**WORK INSTRUCTION**
Filter the entries and keep only the lines where the string "Quarry" appears.
#### DATA RECORDS ####
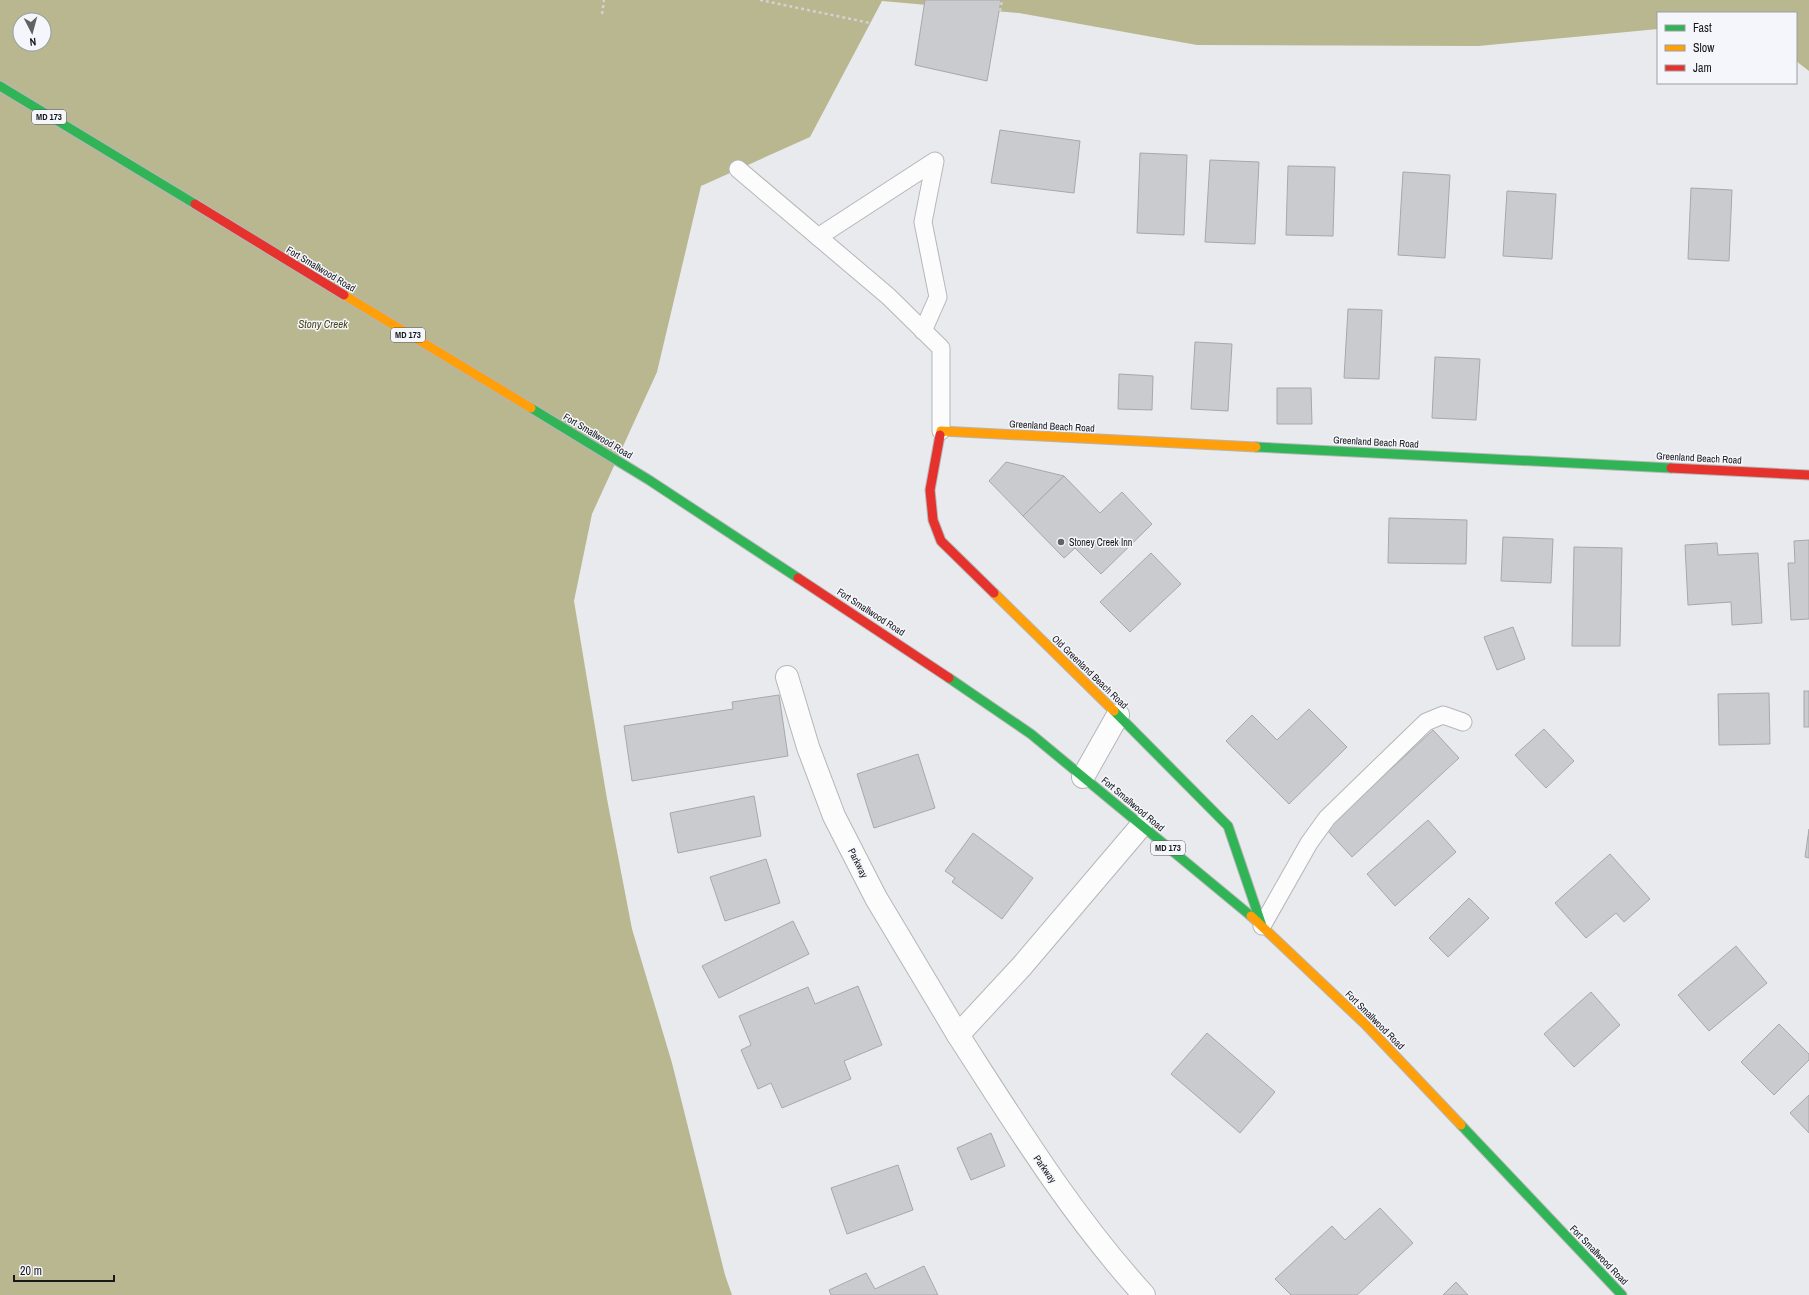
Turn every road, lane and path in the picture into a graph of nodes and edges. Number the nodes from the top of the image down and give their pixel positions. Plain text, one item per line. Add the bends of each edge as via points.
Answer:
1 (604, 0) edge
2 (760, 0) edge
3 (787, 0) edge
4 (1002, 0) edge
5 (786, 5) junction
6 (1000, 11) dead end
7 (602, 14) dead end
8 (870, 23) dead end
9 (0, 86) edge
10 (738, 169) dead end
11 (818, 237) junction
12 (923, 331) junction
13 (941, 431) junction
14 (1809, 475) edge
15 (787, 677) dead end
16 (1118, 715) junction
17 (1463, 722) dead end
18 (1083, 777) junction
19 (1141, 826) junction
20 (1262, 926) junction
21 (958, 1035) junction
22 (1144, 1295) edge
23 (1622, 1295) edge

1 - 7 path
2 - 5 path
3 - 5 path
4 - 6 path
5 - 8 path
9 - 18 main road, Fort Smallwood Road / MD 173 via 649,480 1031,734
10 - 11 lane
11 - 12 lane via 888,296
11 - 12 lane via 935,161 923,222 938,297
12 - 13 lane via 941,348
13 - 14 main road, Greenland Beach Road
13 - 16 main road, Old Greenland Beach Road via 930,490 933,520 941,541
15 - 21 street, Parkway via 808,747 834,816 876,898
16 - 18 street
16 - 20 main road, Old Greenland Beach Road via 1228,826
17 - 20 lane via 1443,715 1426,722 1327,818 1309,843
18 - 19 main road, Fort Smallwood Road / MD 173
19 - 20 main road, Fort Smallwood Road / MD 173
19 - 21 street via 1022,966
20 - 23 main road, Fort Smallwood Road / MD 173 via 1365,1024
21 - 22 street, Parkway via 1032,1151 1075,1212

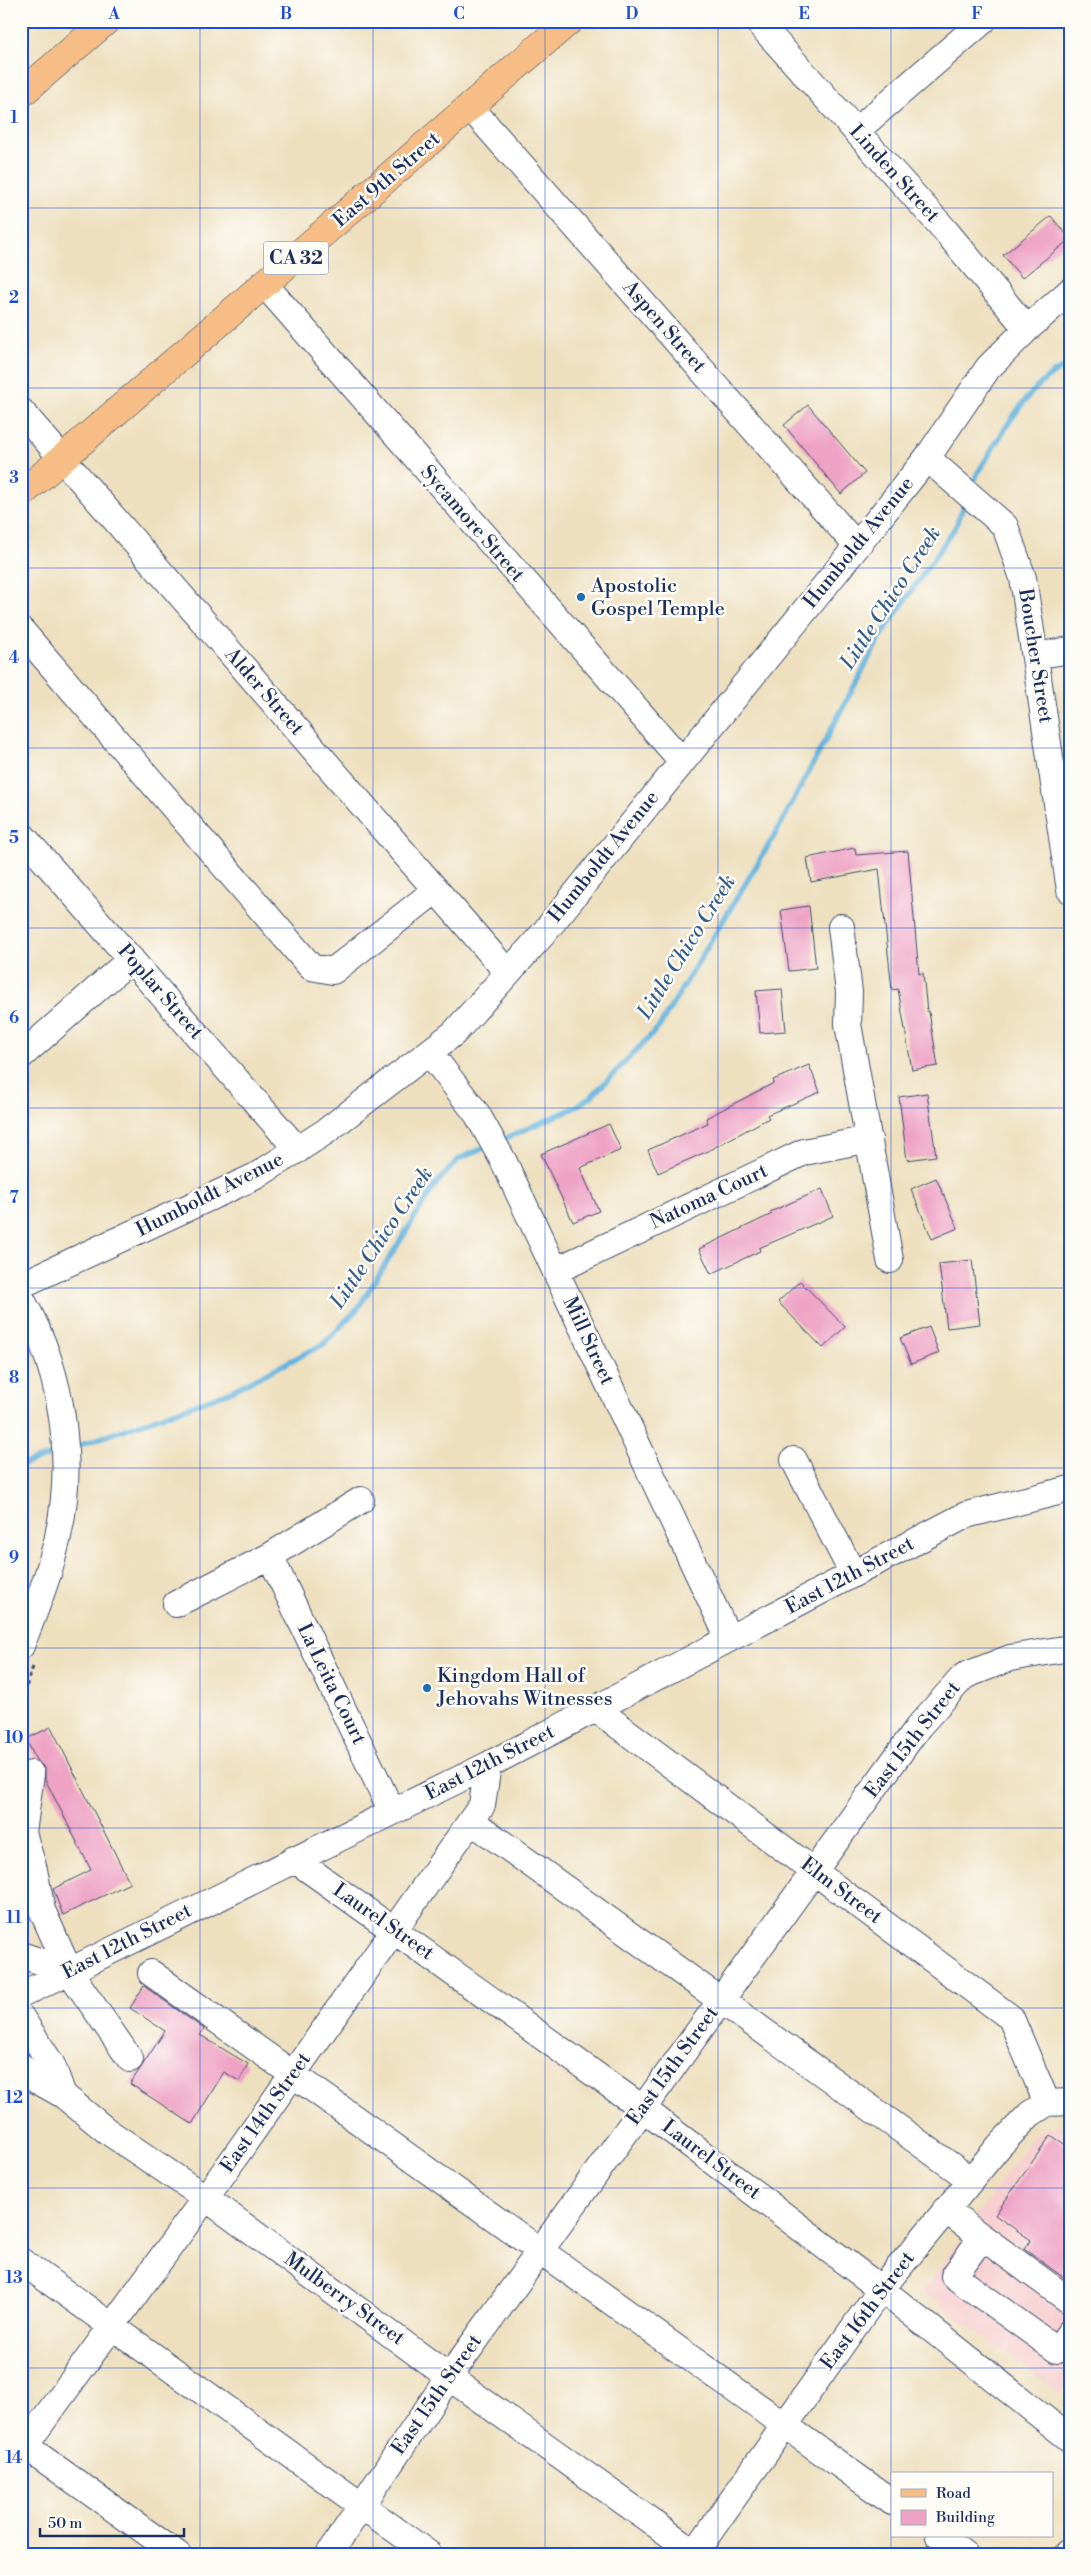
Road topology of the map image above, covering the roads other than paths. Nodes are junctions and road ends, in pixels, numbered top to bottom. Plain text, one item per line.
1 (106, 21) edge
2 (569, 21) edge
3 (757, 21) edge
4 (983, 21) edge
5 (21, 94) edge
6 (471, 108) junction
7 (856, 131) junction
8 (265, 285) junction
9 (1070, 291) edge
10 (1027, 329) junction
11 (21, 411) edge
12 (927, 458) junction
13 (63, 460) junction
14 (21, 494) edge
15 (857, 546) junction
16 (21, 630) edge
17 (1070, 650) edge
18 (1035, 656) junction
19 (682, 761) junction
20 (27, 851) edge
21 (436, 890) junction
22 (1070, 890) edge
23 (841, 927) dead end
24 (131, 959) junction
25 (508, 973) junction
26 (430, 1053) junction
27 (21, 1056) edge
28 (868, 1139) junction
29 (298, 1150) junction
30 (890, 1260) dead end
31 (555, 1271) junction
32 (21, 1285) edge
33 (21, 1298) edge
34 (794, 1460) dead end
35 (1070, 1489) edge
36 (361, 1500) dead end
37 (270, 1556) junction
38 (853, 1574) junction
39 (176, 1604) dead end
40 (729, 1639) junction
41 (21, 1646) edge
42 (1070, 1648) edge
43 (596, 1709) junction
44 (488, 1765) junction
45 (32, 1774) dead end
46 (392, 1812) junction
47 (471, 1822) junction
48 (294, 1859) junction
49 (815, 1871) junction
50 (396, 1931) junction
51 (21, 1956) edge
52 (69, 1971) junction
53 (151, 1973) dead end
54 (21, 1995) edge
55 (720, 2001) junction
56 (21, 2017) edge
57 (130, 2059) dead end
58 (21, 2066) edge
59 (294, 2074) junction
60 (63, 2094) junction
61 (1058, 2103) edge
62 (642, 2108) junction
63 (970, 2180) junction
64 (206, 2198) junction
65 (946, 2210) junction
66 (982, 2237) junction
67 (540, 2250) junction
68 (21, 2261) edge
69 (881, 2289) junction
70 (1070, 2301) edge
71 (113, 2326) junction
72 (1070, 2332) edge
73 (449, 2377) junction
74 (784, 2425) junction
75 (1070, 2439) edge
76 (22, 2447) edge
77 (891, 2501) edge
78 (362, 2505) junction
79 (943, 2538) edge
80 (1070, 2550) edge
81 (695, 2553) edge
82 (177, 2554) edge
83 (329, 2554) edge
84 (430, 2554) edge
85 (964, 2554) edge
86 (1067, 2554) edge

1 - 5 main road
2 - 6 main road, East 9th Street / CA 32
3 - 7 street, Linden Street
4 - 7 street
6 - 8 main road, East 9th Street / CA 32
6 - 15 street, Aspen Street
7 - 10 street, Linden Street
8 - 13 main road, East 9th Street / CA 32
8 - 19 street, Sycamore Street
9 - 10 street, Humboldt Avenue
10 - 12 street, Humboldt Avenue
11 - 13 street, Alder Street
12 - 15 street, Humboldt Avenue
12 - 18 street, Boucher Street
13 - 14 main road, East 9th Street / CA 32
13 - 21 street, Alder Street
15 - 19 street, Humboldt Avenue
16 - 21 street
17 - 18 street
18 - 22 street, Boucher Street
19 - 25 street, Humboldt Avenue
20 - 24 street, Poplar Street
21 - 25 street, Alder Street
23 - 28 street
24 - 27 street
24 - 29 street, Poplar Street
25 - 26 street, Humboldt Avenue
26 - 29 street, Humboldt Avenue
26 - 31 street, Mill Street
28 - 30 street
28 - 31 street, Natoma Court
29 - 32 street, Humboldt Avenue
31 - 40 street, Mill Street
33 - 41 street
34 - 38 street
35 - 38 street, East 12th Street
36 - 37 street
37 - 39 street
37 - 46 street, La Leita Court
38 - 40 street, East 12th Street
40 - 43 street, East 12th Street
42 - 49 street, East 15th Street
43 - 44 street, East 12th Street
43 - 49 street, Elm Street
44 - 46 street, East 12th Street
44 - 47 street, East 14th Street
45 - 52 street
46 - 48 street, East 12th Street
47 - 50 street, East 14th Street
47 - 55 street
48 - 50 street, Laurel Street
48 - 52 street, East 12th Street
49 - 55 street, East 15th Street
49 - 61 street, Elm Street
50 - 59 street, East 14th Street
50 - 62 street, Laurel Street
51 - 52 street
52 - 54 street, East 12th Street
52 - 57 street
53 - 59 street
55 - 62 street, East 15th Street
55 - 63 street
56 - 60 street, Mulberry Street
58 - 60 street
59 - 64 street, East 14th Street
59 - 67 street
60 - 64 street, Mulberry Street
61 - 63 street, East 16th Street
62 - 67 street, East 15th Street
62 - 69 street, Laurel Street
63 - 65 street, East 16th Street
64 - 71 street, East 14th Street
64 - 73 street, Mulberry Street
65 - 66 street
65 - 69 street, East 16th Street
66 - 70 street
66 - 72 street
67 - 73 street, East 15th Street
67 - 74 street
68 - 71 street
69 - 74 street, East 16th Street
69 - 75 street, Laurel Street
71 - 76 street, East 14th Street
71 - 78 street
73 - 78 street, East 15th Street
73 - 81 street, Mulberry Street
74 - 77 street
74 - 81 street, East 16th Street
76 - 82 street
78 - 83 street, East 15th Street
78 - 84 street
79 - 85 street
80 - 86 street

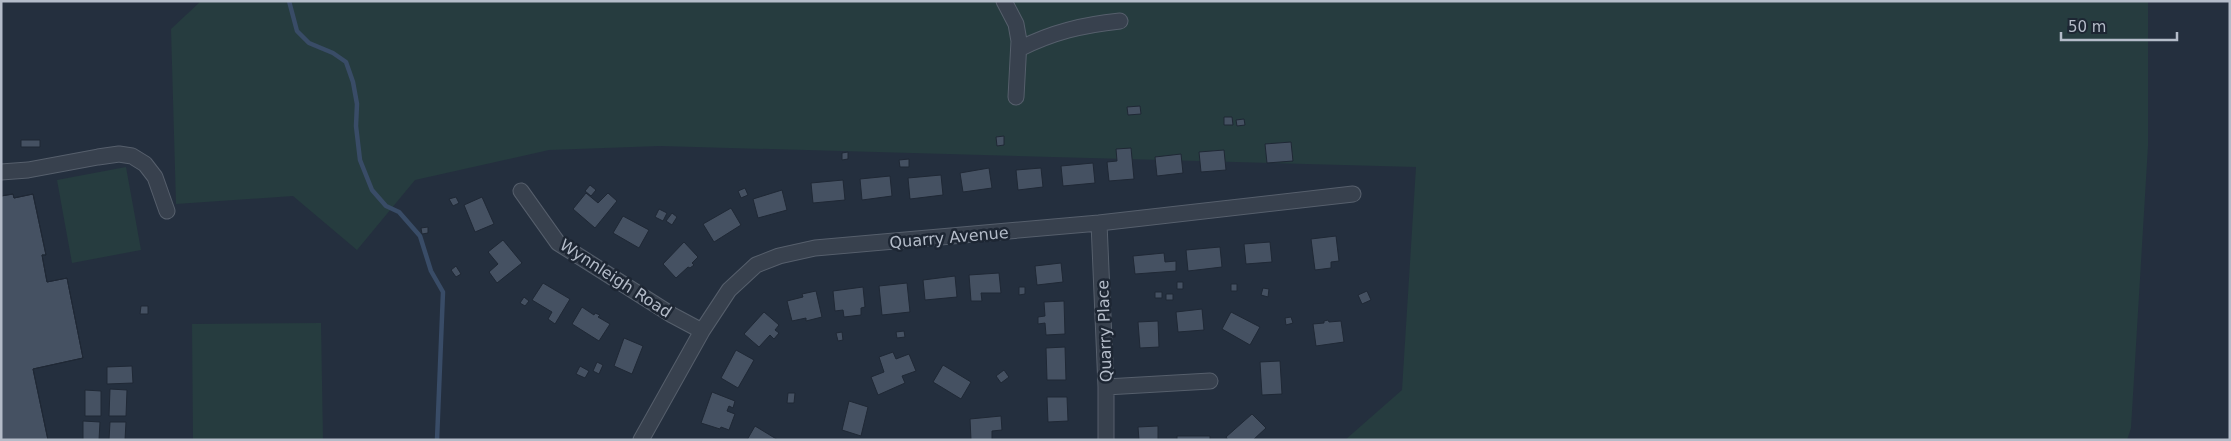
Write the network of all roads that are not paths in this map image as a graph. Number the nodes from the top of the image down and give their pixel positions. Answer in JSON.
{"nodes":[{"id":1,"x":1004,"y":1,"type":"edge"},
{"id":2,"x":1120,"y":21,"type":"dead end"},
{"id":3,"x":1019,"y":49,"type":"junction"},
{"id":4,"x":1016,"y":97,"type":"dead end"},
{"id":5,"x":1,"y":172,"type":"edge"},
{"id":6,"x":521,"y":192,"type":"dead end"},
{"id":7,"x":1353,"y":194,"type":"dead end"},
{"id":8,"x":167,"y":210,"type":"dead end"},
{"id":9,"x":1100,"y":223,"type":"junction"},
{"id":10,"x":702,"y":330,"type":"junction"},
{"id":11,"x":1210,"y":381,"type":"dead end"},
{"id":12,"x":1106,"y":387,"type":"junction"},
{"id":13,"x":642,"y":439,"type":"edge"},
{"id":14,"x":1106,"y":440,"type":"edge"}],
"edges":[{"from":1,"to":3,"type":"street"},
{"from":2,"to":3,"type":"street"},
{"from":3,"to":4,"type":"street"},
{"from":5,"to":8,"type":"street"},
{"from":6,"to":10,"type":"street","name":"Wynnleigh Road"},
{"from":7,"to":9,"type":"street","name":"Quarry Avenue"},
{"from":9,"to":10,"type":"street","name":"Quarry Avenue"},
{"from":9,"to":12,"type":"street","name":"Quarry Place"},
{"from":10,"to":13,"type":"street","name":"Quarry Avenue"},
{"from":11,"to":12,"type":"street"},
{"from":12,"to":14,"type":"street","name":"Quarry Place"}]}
####
**TASK OUTPUT**
{"from":7,"to":9,"type":"street","name":"Quarry Avenue"},
{"from":9,"to":10,"type":"street","name":"Quarry Avenue"},
{"from":9,"to":12,"type":"street","name":"Quarry Place"},
{"from":10,"to":13,"type":"street","name":"Quarry Avenue"},
{"from":12,"to":14,"type":"street","name":"Quarry Place"}]}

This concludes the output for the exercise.